Mitotic nuclear remodelling mechanisms lie along a spectrum from ‘open’ (complete disassembly of the nuclear envelope in order to build the mitotic spindle) to ‘closed’ (intranuclear spindle associated with an intact nuclear envelope). We have shown recently that multinucleate life cycles (Dey et al. Current Biology 2026) promote the evolution of closed mitosis (Shah et al. Nature 2024), and are now shifting our attention to reconstructing NE dynamics in early eukaryotes as well as the evolutionary trajectories leading to the fully open mitoses of animals and land plants. Much of this work has been carried out in collaboration with Omaya Dudin (UNIGE) and Yannick Schwab (EMBL) and has been led within the group by Hiral Shah, Priyesh Parihar and Marie Jacobovitz.
Centrioles or basal bodies, that in animals form the core of the microtubule organising centre (MTOC) known as the centrosome, have been lost many times independently across eukaryotes. We are interested in the de novo evolution of centriole-independent MTOCs in these lineages, which includes many clades of algae as well as the close relatives of animals, the Ichthyosporea (Shah et al. Nature 2024). This work is led by Hiral Shah.
Using comparative approaches across multiple budding yeast and fission yeast species, we are interested in probing the evolutionary plasticity of NE (Dey et al. Nature 2020) and nucleolar remodelling, with a particular focus on the impact of stress and sexual reproduction on nuclear dynamics. This work is led by Ricardo Carvalho and Lisa Gubanova.

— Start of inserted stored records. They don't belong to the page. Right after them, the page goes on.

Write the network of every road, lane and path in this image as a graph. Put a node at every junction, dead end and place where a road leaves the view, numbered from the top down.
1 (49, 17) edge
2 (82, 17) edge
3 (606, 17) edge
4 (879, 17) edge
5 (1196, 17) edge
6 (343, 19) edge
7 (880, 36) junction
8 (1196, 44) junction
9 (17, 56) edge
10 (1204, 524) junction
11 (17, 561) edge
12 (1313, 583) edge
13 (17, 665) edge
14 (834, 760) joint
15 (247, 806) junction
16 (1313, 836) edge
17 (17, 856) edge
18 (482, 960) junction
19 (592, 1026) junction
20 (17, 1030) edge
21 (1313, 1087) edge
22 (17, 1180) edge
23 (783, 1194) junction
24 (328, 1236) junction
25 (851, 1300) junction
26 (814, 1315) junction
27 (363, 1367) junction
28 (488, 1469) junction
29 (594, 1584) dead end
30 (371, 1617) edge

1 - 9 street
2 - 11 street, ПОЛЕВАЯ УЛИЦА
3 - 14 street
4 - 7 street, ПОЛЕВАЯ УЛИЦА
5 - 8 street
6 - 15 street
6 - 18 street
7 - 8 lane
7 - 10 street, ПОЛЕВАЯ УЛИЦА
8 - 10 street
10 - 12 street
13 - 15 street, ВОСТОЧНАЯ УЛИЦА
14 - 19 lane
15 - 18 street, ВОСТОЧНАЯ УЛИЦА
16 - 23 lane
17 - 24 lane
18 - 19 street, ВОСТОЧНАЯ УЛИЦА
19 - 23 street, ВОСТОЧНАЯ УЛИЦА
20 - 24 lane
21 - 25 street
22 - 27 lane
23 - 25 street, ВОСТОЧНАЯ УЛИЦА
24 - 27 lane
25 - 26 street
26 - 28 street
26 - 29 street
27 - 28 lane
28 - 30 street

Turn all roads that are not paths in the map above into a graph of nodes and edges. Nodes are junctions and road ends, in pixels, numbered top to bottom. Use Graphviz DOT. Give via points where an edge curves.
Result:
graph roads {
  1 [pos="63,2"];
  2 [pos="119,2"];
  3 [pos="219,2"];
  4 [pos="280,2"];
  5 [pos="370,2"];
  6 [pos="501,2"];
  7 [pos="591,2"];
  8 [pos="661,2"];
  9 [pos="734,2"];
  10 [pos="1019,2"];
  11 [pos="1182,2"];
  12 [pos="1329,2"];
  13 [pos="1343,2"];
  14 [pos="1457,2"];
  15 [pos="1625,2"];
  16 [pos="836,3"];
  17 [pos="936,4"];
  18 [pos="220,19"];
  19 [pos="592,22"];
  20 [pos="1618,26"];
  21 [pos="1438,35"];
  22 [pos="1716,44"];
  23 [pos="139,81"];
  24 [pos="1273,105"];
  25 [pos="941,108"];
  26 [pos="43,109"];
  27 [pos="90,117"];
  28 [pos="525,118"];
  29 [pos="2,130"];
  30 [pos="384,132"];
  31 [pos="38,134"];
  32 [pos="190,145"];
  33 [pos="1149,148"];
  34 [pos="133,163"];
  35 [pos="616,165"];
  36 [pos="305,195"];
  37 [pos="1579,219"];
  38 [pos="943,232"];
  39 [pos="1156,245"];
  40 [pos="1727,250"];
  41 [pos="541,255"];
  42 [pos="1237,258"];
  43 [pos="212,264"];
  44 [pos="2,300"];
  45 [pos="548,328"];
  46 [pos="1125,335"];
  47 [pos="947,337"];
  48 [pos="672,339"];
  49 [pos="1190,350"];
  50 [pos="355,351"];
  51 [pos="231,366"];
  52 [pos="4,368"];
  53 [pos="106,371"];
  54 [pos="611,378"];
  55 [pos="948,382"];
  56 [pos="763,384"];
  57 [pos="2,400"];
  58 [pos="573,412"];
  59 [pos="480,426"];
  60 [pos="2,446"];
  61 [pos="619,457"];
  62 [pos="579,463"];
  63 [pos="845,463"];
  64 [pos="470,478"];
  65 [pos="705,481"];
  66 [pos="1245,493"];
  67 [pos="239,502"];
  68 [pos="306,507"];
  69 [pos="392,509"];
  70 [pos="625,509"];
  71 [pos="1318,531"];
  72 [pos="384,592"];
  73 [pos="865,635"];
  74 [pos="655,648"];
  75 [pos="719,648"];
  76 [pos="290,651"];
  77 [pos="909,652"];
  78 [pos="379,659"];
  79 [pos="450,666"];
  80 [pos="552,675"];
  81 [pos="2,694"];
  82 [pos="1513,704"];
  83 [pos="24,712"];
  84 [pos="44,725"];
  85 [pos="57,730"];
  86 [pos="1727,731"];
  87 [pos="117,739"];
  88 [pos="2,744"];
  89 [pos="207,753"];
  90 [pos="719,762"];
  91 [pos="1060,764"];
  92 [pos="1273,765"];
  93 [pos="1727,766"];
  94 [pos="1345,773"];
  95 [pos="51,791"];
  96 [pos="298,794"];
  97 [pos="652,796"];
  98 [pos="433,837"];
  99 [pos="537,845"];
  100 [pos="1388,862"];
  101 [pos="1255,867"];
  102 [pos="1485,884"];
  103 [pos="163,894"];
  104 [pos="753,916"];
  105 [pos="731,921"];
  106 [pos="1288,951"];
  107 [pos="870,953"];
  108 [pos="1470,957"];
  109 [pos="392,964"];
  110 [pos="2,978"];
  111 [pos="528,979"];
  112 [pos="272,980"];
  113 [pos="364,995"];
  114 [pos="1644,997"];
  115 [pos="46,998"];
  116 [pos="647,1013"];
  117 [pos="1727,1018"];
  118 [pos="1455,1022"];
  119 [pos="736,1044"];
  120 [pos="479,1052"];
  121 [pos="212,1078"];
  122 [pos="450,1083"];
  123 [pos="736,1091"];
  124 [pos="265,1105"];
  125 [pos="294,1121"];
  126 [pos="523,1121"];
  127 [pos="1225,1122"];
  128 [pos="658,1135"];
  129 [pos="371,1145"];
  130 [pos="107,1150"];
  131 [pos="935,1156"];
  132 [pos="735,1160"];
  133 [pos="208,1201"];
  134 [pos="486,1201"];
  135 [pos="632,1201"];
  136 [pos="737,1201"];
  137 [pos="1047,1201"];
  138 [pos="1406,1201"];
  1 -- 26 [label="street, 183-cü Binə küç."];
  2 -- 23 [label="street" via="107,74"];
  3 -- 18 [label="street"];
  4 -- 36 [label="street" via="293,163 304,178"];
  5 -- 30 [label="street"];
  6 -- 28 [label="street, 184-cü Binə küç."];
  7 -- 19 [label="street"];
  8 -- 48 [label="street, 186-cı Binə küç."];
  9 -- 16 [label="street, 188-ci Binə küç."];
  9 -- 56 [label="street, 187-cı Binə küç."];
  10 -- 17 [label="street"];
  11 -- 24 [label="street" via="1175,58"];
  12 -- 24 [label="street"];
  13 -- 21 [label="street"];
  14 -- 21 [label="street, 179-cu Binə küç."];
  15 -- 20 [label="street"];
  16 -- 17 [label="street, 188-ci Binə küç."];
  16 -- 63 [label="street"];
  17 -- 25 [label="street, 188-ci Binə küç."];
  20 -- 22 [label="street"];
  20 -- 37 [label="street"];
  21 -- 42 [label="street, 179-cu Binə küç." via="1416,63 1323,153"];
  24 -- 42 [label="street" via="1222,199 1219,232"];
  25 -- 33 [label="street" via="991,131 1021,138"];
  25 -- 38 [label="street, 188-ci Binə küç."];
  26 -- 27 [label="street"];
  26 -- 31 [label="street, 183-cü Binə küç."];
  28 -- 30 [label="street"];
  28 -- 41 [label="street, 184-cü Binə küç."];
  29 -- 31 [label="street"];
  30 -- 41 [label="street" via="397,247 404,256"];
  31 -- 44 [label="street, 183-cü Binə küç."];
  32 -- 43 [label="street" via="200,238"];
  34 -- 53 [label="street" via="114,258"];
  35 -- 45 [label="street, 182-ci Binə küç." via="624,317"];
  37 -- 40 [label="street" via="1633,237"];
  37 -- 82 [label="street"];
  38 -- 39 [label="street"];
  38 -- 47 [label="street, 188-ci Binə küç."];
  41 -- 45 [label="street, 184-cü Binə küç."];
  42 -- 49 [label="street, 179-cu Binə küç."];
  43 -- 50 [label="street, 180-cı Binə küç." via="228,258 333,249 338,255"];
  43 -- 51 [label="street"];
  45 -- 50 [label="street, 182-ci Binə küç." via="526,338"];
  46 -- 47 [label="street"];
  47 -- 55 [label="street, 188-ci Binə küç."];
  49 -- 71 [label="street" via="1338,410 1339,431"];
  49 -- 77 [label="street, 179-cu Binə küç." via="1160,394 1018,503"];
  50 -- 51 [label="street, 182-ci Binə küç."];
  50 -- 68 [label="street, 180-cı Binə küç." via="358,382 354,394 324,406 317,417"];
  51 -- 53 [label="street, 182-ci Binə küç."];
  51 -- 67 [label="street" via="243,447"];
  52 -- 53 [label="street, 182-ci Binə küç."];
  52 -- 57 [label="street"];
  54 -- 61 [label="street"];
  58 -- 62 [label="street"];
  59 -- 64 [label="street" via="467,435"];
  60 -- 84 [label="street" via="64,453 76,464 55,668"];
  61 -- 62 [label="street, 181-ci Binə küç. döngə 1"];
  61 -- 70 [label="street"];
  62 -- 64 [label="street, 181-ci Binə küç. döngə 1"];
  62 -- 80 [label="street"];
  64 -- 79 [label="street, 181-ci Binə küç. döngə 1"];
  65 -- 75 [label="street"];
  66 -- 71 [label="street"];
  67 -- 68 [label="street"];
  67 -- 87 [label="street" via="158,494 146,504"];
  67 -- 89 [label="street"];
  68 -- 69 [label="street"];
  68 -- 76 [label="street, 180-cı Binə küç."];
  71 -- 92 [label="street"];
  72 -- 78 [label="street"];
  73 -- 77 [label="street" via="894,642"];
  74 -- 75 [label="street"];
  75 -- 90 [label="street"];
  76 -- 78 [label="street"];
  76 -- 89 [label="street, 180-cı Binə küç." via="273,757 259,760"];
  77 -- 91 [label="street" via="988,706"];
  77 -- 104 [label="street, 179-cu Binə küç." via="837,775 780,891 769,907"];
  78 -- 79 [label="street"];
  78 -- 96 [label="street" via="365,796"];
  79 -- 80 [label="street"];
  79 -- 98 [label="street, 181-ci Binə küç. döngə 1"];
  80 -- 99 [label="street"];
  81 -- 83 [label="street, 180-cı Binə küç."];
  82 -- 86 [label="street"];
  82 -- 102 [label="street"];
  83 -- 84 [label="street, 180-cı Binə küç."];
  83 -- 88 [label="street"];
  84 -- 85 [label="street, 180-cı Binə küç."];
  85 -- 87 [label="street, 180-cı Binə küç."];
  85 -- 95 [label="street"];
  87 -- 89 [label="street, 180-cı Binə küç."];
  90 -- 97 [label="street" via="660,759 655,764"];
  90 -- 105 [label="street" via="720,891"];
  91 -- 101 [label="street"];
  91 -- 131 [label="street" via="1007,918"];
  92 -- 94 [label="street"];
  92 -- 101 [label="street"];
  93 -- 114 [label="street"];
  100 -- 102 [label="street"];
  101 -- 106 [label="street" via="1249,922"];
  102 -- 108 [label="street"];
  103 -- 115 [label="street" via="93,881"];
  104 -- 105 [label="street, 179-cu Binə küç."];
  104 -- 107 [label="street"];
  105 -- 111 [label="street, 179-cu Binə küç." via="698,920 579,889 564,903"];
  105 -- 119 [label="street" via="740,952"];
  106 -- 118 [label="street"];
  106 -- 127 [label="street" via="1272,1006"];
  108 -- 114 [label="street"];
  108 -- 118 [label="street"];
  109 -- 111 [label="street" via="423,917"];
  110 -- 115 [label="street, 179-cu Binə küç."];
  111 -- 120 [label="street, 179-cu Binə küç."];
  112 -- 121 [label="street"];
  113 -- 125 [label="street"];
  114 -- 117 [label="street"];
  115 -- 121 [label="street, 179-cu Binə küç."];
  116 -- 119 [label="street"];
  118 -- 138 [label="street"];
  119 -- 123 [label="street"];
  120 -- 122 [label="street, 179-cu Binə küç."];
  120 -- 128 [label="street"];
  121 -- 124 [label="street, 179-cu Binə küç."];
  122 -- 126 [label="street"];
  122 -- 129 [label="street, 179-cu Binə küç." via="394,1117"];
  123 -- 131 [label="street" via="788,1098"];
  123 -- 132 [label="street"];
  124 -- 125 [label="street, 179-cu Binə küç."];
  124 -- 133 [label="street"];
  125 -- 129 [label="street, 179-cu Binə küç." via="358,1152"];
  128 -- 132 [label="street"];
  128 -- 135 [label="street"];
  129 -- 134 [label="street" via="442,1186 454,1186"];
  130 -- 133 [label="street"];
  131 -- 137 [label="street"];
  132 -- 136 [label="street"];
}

We leverage the power, resolution and throughput of expansion microscopy to profile ultrastructural diversity of the cytoskeleton and internal compartmentalisation of eukaryotes drawn from across the tree, including the remodelling that accompanies cell division. This is an ongoing long-term effort in partnership with Omaya Dudin (UNIGE), and in early work we have demonstrated the transformative power of the technique in eukaryotic microbiology (across more than 200 microbial eukaryotes, Mikus, Ramos, Shah et al. Cell 2025; in complex environmental samples, Flori, Mikus, Flaum et al. Current Biology 2025). This work was pioneered by Felix Mikus and Hiral Shah in the group and is now carried on by many in the lab.
We are funded by EMBL, an ERC Starting Grant (2023-2028), a FEBS Excellence Award (2024-2026), an EMBO Young Investigator Award (2025-2029) and the Gordon and Betty Moore Foundation (2025-2028)
As a postdoc, I discovered the mechanism by which fission yeast nuclei divide – a process that exhibits unexpected parallels to nuclear remodelling in animal cells (Dey et al., Nature 2020). We have also investigated the archaeal origins of the nucleus, using experimental models (Tarrason Risa et al., Science 2020; Pulschen et al., Current Biology 2020) and the proteomes of uncultured archaea (Dey et al., Trends Cell Biol 2016). My work suggested for the first time that deeply conserved mechanisms might unite nuclear remodelling strategies once thought to be distinct. During my PhD, I developed a novel phylogenetic method to detect protein co-evolution. This work revealed ancient, co-evolving modules in the human genome that we could study experimentally (Dey and Meyer, Cell Syst 2015; Dey et al., Cell Rep 2015).